:: TASK GOAL ::
Across the records that follow, give the number of lines containing the word "network" and nothing else.

Collection entries:
-*-*-

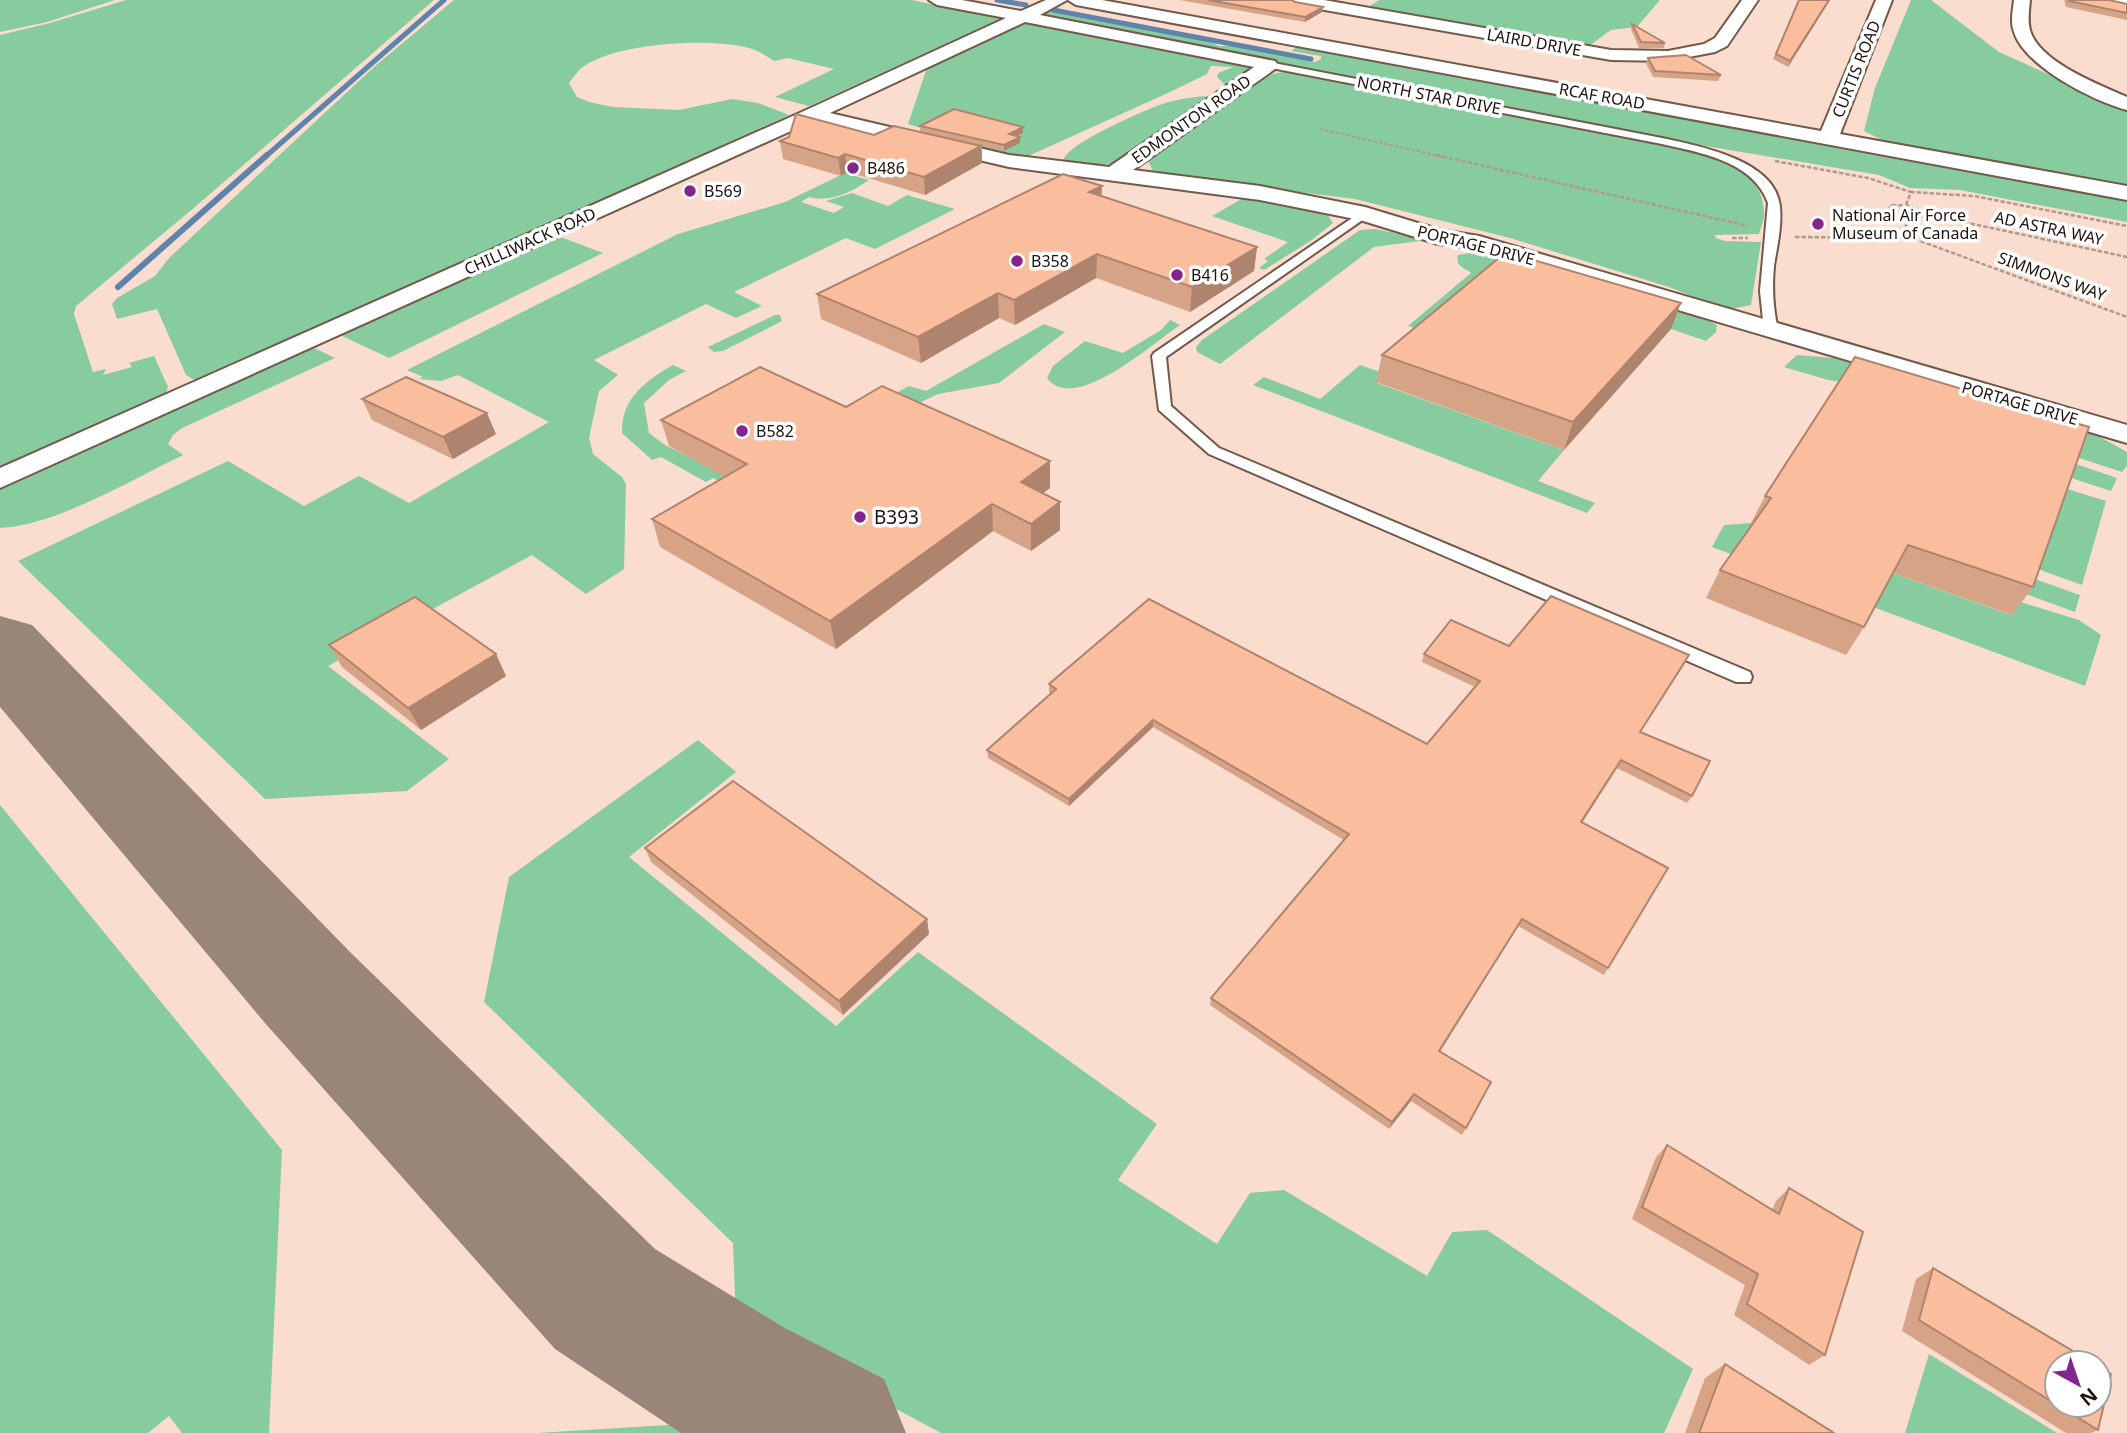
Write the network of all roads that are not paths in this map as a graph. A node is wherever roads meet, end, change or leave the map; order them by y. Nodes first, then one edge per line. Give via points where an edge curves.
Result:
1 (937, 0) edge
2 (1059, 0) edge
3 (1076, 0) edge
4 (1296, 0) edge
5 (1750, 0) edge
6 (1884, 0) edge
7 (2022, 0) edge
8 (2108, 0) edge
9 (2127, 3) edge
10 (1021, 17) junction
11 (1269, 65) junction
12 (2127, 104) edge
13 (811, 115) junction
14 (1828, 138) junction
15 (1114, 174) junction
16 (2127, 193) edge
17 (1365, 214) junction
18 (1771, 330) junction
19 (2127, 434) edge
20 (0, 479) edge
21 (1743, 677) dead end

1 - 10 street, NORTH STAR DRIVE
2 - 10 street, CHILLIWACK ROAD
3 - 14 street, RCAF ROAD
4 - 5 street, LAIRD DRIVE via 1611,55 1668,56 1721,42
6 - 14 street, CURTIS ROAD
7 - 12 street via 2020,26 2037,55
8 - 9 street
10 - 11 street, NORTH STAR DRIVE
10 - 13 street, CHILLIWACK ROAD
11 - 15 street, EDMONTON ROAD
11 - 18 lane, NORTH STAR DRIVE via 1719,156 1761,179 1774,203 1766,296
13 - 15 street, PORTAGE DRIVE via 1009,161
13 - 20 street, CHILLIWACK ROAD
14 - 16 street, RCAF ROAD
15 - 17 street, PORTAGE DRIVE via 1261,193
17 - 18 street, PORTAGE DRIVE via 1438,237 1471,240
17 - 21 lane via 1159,356 1164,408 1214,451
18 - 19 street, PORTAGE DRIVE

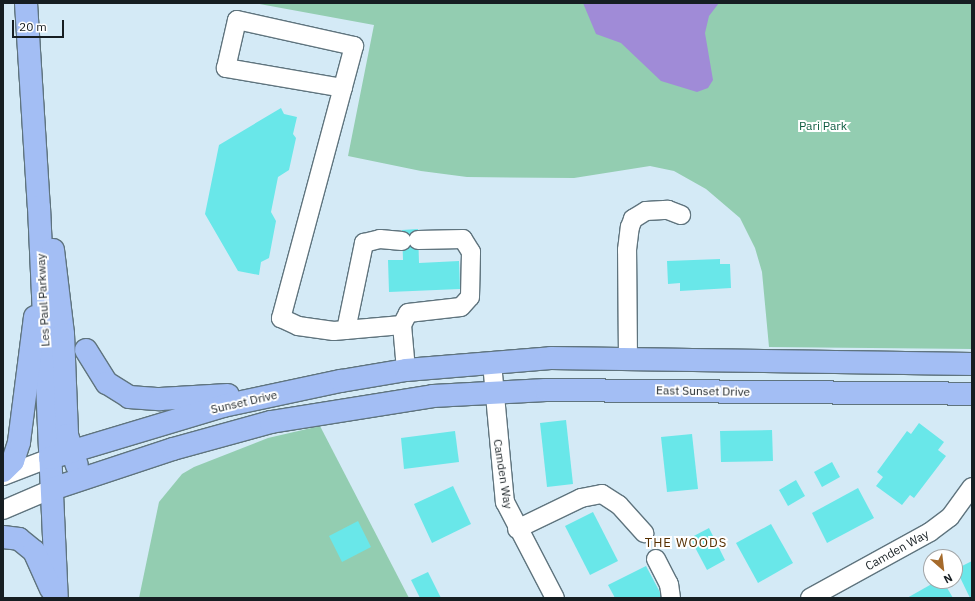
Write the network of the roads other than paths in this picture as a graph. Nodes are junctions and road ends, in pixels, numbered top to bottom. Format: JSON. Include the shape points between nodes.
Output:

-*-*-

:: ANSWER ::
2